» **EXERCISE DIRECTIONS**
Scan the entries below. Return every line that includes "each".

» **THE INPUT**
*** Begin section ***
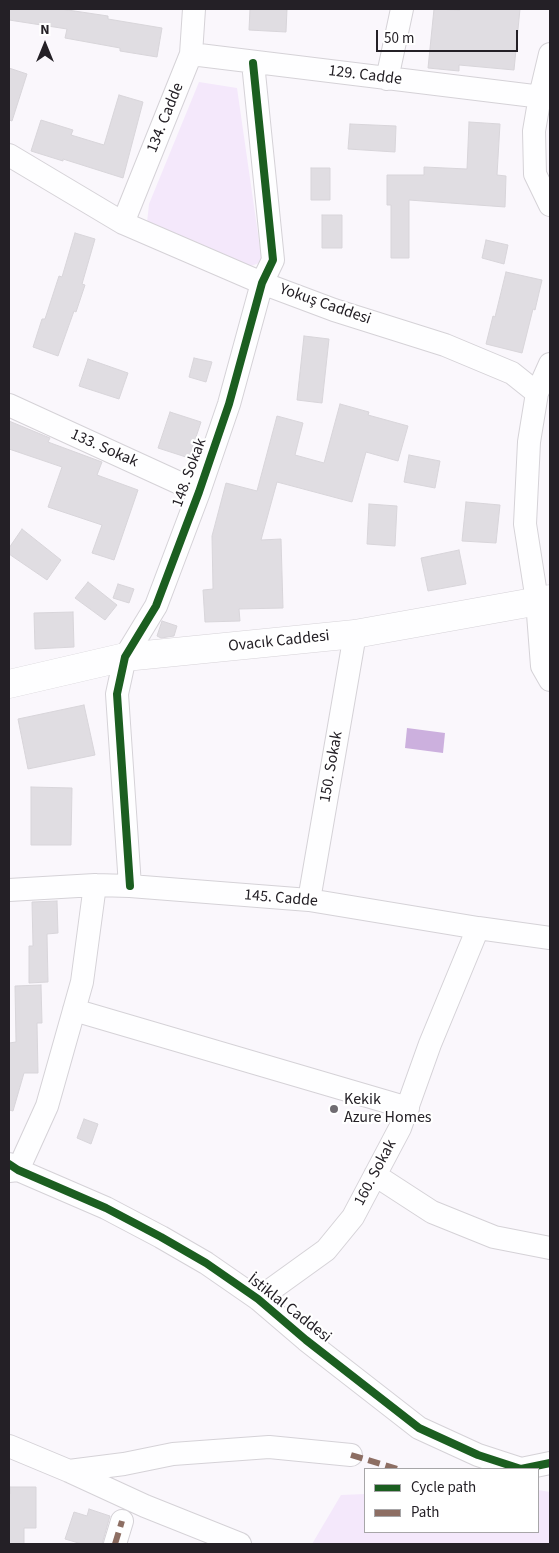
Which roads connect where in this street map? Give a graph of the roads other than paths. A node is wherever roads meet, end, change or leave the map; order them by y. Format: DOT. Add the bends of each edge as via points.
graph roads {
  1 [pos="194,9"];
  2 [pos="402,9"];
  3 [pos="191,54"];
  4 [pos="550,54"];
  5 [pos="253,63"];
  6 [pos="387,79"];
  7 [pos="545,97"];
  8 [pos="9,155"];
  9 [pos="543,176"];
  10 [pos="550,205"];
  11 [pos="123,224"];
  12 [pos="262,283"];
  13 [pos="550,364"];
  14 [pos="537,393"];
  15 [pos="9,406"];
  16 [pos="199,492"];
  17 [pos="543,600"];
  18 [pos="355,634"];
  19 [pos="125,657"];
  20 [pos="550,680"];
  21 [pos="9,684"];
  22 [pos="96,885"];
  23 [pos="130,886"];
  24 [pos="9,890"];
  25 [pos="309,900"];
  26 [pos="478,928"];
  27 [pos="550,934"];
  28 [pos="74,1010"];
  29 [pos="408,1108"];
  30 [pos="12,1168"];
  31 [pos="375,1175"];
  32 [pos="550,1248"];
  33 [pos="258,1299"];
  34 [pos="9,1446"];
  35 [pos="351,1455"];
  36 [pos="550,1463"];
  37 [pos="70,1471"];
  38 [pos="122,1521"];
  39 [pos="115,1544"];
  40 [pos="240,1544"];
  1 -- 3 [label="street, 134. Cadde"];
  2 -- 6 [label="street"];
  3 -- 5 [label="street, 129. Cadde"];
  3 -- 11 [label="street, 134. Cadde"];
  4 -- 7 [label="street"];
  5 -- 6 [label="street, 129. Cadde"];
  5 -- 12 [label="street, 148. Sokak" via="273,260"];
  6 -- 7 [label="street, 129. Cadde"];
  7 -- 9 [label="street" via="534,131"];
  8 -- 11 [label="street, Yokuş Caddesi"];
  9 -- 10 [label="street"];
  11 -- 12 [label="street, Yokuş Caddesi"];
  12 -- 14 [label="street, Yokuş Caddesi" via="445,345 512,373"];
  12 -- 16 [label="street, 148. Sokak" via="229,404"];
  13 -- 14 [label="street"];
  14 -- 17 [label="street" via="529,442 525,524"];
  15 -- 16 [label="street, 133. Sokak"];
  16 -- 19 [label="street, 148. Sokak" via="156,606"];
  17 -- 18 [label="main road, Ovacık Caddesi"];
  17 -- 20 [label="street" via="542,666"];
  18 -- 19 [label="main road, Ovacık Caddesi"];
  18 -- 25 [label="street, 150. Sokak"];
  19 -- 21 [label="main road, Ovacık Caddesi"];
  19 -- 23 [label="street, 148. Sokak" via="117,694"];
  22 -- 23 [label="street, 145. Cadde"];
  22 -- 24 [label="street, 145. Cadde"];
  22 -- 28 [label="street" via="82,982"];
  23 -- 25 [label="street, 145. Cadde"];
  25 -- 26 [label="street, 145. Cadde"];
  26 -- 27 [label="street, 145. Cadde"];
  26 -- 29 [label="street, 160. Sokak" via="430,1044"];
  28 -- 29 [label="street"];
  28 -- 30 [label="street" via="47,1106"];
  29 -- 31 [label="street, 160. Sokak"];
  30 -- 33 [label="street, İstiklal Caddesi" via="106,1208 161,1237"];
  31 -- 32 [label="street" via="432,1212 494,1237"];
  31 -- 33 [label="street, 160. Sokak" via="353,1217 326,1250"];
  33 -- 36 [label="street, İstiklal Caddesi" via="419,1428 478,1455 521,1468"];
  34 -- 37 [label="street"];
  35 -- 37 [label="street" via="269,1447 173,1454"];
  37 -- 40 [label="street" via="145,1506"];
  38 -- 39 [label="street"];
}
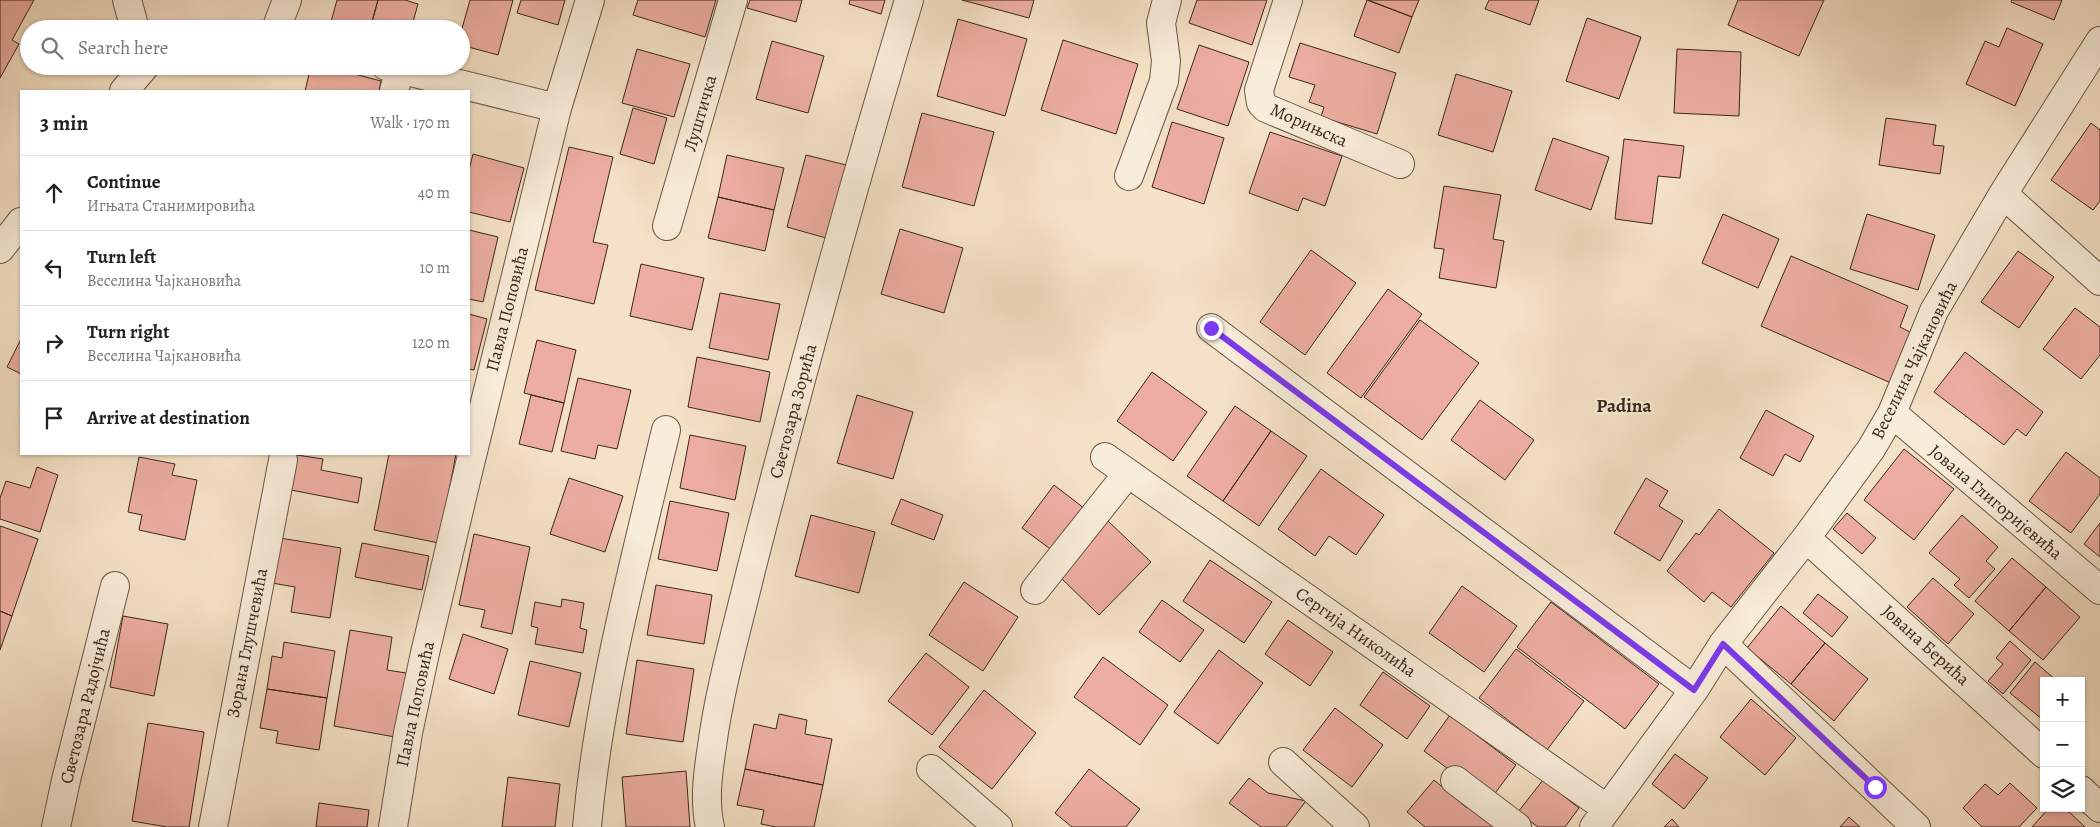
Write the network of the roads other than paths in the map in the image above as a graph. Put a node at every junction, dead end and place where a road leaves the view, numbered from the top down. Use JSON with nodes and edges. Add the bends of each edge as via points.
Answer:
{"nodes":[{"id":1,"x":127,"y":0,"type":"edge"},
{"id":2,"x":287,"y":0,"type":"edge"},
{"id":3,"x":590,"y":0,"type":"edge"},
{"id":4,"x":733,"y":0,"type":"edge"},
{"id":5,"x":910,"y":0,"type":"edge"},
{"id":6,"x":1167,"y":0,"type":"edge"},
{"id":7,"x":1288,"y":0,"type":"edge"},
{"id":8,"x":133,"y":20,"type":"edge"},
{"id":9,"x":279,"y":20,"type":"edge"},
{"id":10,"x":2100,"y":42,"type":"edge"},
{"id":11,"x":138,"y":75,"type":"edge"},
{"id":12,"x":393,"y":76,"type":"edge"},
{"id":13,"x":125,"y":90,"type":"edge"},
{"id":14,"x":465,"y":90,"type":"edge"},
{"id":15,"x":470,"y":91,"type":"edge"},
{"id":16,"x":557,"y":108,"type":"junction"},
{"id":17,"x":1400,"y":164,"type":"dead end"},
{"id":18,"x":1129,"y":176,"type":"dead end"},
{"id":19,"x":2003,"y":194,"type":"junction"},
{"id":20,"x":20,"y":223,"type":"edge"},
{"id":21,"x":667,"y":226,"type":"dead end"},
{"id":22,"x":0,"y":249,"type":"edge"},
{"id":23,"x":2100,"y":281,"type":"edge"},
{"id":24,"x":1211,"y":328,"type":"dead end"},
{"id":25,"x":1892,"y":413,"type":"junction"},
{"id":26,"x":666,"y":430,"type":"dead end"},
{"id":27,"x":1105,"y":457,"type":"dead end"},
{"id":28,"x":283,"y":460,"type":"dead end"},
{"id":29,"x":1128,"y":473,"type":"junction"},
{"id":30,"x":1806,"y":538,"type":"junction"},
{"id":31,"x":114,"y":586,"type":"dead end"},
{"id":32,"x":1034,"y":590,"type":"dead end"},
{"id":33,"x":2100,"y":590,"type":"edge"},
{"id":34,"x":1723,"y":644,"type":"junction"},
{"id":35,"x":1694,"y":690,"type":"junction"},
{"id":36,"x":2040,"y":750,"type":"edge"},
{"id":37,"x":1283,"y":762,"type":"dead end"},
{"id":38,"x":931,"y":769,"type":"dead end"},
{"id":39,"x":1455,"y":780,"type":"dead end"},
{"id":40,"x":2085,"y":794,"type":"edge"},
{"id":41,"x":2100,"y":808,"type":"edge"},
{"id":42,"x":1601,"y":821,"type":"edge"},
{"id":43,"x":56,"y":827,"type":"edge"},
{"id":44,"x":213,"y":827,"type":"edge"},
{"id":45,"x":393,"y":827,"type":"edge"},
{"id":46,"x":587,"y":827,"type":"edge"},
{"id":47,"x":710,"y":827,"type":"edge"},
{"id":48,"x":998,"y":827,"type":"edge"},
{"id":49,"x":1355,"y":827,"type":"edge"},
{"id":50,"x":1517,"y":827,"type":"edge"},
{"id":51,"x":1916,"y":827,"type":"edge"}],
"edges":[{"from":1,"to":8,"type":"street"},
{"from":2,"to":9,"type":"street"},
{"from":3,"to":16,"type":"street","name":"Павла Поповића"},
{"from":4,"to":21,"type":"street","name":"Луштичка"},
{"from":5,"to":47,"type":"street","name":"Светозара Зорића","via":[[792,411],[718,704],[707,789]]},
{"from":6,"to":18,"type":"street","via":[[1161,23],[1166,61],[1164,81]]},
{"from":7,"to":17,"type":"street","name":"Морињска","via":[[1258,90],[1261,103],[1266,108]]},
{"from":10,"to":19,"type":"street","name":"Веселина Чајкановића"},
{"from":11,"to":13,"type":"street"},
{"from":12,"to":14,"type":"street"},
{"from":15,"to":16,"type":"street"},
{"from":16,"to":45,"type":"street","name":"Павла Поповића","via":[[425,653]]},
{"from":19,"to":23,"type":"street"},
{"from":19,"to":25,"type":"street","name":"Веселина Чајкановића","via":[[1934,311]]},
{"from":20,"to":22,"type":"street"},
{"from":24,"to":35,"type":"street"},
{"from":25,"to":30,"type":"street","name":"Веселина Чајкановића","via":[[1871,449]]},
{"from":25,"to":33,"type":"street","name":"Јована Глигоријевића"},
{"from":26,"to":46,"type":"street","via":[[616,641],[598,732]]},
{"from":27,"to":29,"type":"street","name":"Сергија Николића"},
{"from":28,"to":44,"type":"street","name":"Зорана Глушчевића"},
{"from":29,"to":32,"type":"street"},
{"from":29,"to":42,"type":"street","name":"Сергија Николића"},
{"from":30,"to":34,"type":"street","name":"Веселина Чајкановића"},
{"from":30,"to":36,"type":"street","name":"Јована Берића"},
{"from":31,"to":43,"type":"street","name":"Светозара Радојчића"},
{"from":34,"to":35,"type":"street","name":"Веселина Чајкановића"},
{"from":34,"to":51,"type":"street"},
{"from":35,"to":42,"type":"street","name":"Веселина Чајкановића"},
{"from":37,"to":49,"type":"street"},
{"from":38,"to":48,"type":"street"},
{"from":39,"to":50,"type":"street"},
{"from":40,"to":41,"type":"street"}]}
*** End section ***
» **EXERCISE RESPONSE**
Which roads connect where in this street map? Give a graph of the roads other than paths. A node is wherever roads meet, end, change or leave the map; order them by y. Format: DOT. Add the bends of each edge as via points.
Write the network of the roads other than paths in the map in the image above as a graph. Put a node at every junction, dead end and place where a road leaves the view, numbered from the top down. Use JSON with nodes and edges. Add the bends of each edge as via points.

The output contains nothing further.